La defensa costera se reforzó drásticamente después de esa fecha, por ejemplo, con el futurista y costoso sistema de defensa Oosterschelde, un dique de nueve kilómetros de longitud con compuertas corredizas que se cierran en caso de tormentas intensas. Pero durante la construcción de este dique y otros sistemas de defensa, nadie había oído hablar de términos como “efecto invernadero” y “cambio climático”.
Pies mojados
En el balneario marítimo de Scheveningen, un frío día de invierno. El óptico Hans Knoester, contempla el mar desde el dique que separa la playa de la calle comercial más antigua de Holanda, y señala:
“Si miramos hacia la derecha y hacia la izquierda, vemos que el mar se encuentra a un nivel más alto que el de mi comercio. Antes de construirse este dique, el agua podía llegar hasta la calle durante las tormentas. Eran los días de pies mojados y sótanos inundados. Eso quedó atrás, con la construcción de este dique hace algunas décadas.”
La nueva Comisión Delta hizo un examen crítico de la seguridad de todos los diques en Holanda, y concluyó que se debían elevar a gran escala. Hans Knoester se alegra de tener los pies secos, pero desde el punto de vista comercial, el dique de Scheveningen tuvo efectos desastrosos para él y los demás comerciantes.
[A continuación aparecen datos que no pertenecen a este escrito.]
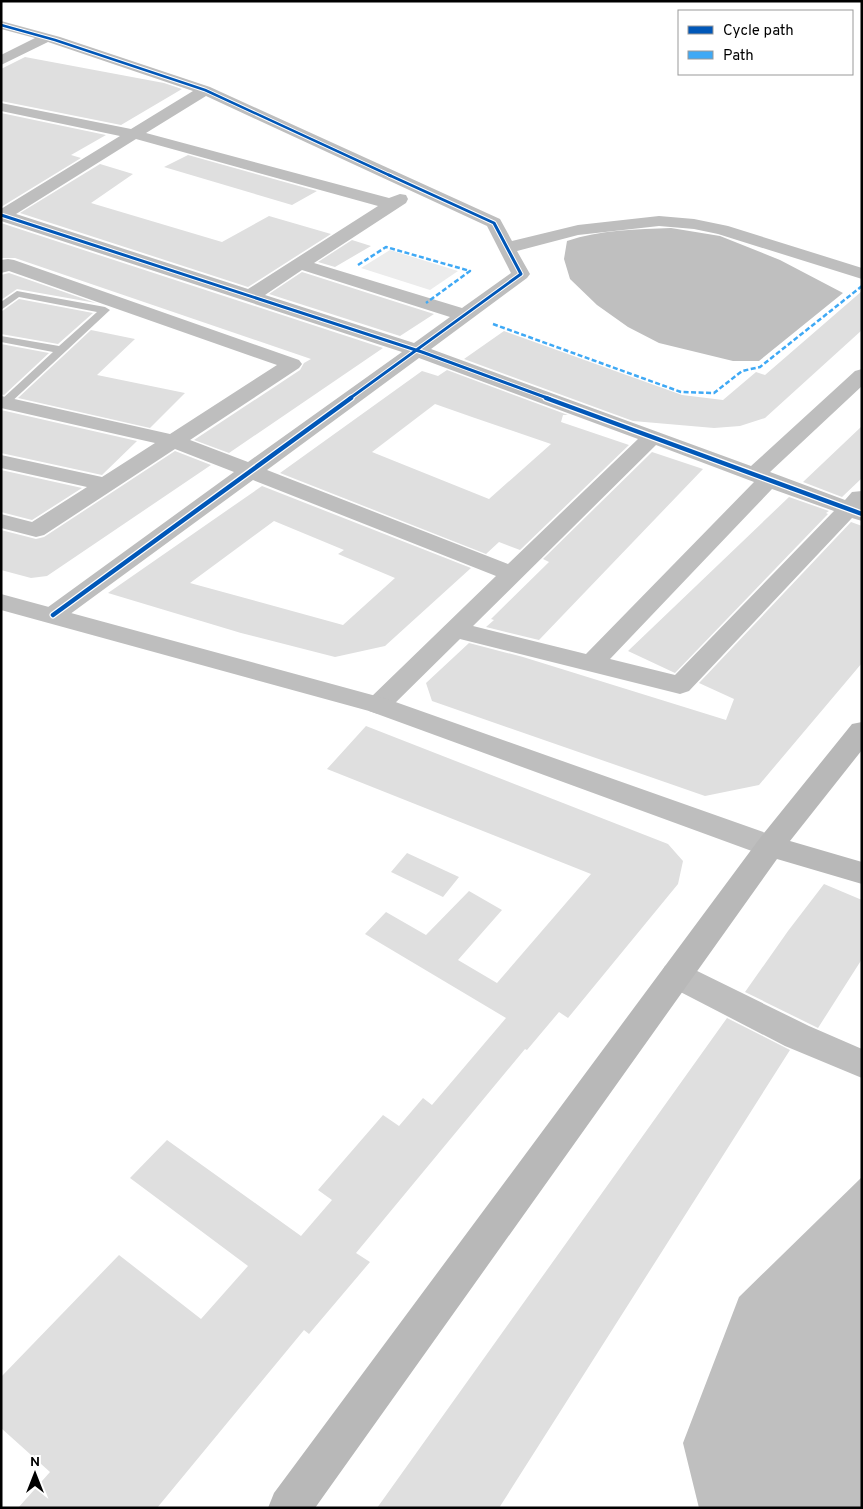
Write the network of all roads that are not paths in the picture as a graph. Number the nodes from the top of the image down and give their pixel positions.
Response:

“Los turistas se pasean por la playa, de este lado del dique, sin tener la menor noción de que detrás está la atractiva calle comercial, de valor histórico. Hemos perdido muchos clientes. Con la óptica podría vender muchas gafas de sol a los turistas. Me gustaría pedirle al nuevo comisario que agreguen atractivo a este dique que invite a la gente a atravesarlo, en lugar de caminar por debajo.”
Renovación
Hace dos años, la Comisión Delta advirtió que el riesgo de graves inundaciones aumentará en el futuro. Esto se debe principalmente a la subida del nivel del mar, como consecuencia del calentamiento de la tierra. A la vez, el suelo se está hundiendo y Holanda se encuentra a un nivel cada vez más bajo. El nuevo comisario Delta tendrá miles de millones a disposición para invertir en la elevación de los diques en un período de cuarenta años, efectuar una profunda renovación del dique Oosterschelde y también mejorar la situación en el interior. Así, los grandes ríos deberán disponer de mayor espacio para poder extenderse por fuera de sus cauces.
Harry Sanders es un jubilado que vive cerca del río Waal y sabe mejor que nadie que el río de vez en cuando se toma el espacio. Al igual que el óptico Knoesters, observa el panorama desde un dique de un metro de altura.
Ahí abajo podemos ver nuestra iglesia, de 700 años de antigüedad, y el cementerio con las tumbas de mis padres y mis abuelos, que se encuentra fuera del dique, no lejos del río. De vez en cuando las aguas llegan hasta allí pero no nos preocupamos mucho, siempre pensamos: bueno, nuestros muertos reciben su baño anual. Aprendí a convivir con esa amenaza. Hay que saber lo que se debe hacer cuando llega el agua. Primero salvar a las personas y los animales, luego el mueble antiguo de la sala. Tengo miedo, eso sí, de que se recorte el presupuesto de la comisión Delta por la crisis económica. Me gustaría pedirle al comisario que se mantenga firme, y defienda los planes con uñas y dientes. Si no tenemos seguridad, no quedará nada de Holanda…”
Holanda deberá armarse nuevamente contra las inundaciones. Si creciera diez metros el nivel del mar, prácticamente quedaría inundado todo el país. ¿Qué hacer, entonces? Habrá que recurrir nuevamente al ingenio.